# Problem to solve
Show each line of the data below in which "Fagnano" occurs.

* * * * * * * * *

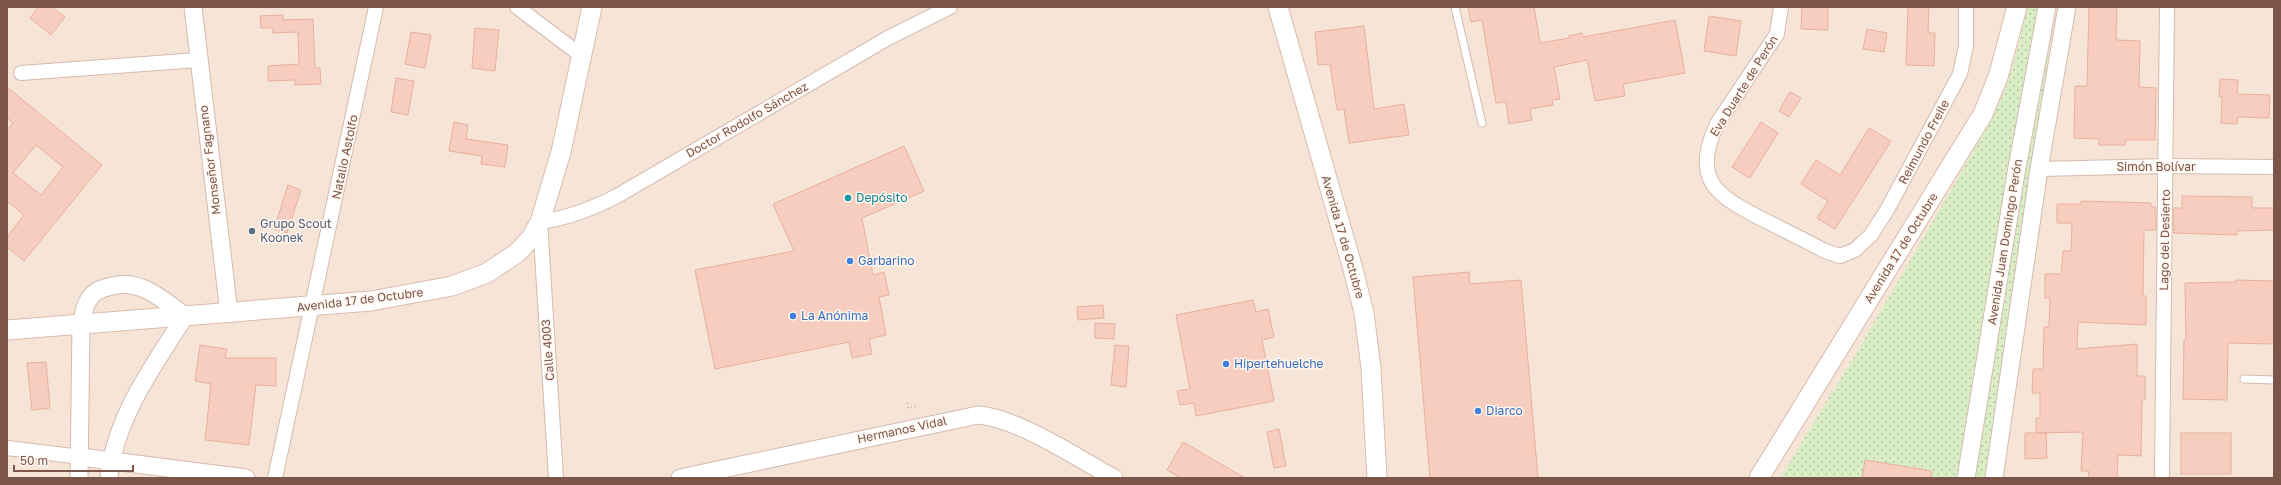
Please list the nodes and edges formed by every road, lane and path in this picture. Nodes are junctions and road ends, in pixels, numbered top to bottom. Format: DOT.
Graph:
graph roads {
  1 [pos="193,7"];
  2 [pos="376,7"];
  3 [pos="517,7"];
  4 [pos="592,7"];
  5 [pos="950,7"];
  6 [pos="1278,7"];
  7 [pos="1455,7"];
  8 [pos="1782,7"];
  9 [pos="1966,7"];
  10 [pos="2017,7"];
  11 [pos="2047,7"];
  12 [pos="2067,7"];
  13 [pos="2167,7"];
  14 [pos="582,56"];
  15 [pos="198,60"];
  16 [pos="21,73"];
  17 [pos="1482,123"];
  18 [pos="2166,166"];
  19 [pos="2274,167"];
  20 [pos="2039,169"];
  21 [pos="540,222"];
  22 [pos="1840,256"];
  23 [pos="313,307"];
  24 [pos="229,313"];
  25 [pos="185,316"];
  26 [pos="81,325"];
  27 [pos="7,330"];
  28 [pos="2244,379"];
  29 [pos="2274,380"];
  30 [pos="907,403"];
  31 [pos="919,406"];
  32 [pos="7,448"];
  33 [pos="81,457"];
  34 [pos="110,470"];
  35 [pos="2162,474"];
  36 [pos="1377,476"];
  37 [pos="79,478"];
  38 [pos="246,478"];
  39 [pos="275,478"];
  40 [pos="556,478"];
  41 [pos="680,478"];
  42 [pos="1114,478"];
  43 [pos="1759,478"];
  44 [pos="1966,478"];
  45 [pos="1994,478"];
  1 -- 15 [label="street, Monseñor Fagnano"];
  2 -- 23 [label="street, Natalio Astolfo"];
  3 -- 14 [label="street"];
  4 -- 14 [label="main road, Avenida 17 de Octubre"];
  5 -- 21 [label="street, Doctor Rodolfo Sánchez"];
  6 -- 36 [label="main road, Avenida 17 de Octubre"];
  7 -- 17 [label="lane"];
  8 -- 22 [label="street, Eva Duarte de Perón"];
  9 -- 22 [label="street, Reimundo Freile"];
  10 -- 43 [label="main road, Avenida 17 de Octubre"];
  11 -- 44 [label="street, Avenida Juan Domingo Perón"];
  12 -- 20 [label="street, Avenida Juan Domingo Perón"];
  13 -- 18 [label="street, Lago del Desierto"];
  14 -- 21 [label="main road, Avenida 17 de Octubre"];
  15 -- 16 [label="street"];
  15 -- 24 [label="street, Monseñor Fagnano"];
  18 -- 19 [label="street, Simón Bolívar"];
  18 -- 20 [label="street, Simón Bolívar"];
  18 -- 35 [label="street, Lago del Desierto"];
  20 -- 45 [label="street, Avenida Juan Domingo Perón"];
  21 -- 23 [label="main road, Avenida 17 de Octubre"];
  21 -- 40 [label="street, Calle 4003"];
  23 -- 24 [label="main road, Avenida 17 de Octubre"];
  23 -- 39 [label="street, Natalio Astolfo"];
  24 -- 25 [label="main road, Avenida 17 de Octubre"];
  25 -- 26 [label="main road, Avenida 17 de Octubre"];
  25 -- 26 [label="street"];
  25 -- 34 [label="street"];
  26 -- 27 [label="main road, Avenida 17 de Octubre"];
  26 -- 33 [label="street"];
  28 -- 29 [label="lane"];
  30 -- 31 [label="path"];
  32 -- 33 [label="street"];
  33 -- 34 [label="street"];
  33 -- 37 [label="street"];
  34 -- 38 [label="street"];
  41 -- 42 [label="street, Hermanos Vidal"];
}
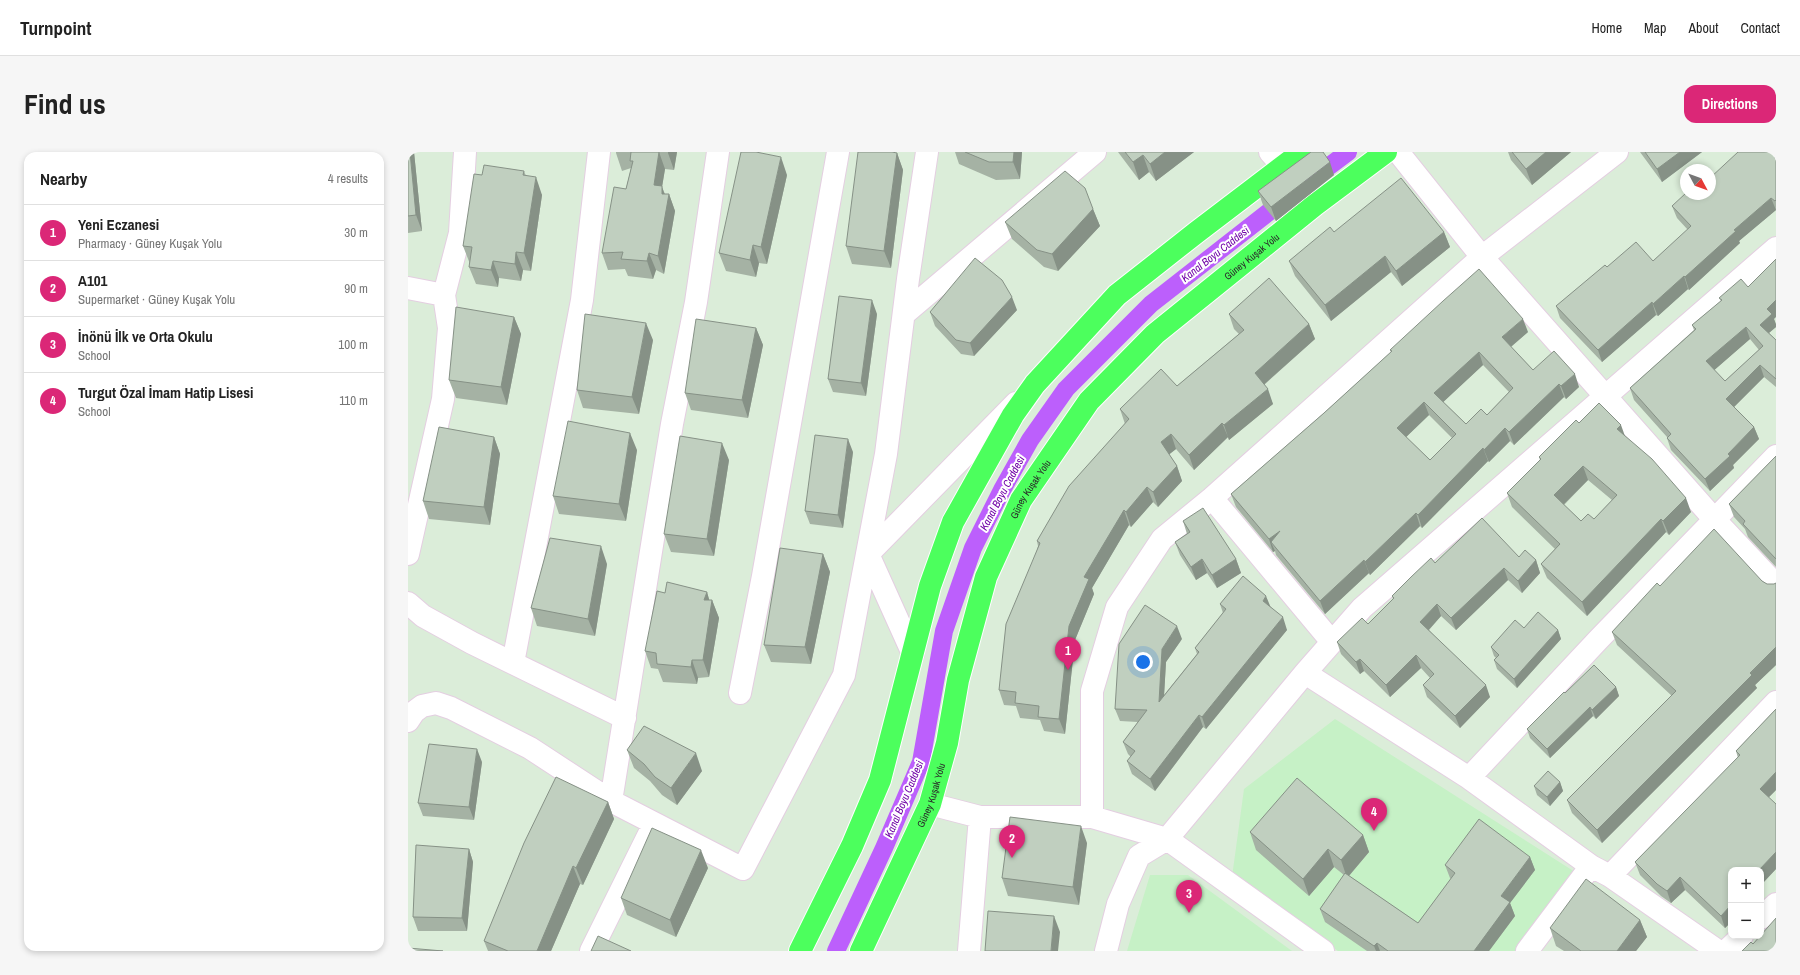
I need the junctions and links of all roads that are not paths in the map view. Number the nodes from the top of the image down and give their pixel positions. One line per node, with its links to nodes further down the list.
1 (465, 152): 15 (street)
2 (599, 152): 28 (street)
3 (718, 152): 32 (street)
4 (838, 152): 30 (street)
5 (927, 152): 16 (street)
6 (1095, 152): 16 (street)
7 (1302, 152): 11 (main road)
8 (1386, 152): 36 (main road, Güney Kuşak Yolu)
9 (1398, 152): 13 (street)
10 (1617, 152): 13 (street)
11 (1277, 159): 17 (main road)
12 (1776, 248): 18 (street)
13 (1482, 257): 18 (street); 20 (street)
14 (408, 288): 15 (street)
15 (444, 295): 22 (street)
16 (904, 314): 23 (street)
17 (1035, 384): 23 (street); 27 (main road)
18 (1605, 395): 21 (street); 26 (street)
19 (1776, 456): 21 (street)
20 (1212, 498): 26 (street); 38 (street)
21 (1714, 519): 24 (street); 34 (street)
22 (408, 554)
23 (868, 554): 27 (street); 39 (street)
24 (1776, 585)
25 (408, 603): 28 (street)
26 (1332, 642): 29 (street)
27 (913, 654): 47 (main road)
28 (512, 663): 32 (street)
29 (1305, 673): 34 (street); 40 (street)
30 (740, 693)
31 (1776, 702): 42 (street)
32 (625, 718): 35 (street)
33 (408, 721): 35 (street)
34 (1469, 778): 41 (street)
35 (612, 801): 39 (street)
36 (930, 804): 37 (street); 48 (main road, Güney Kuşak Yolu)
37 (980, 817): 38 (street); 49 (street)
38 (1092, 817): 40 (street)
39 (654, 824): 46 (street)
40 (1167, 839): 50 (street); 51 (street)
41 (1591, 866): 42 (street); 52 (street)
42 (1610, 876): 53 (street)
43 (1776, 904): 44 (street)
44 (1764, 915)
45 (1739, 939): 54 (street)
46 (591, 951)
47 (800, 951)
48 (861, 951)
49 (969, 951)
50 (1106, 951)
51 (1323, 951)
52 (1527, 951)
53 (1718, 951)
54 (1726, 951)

* * * * * * * * *

# Expected answer
  1 -- 15 [label="street, Monseñor Fagnano"];
  15 -- 24 [label="street, Monseñor Fagnano"];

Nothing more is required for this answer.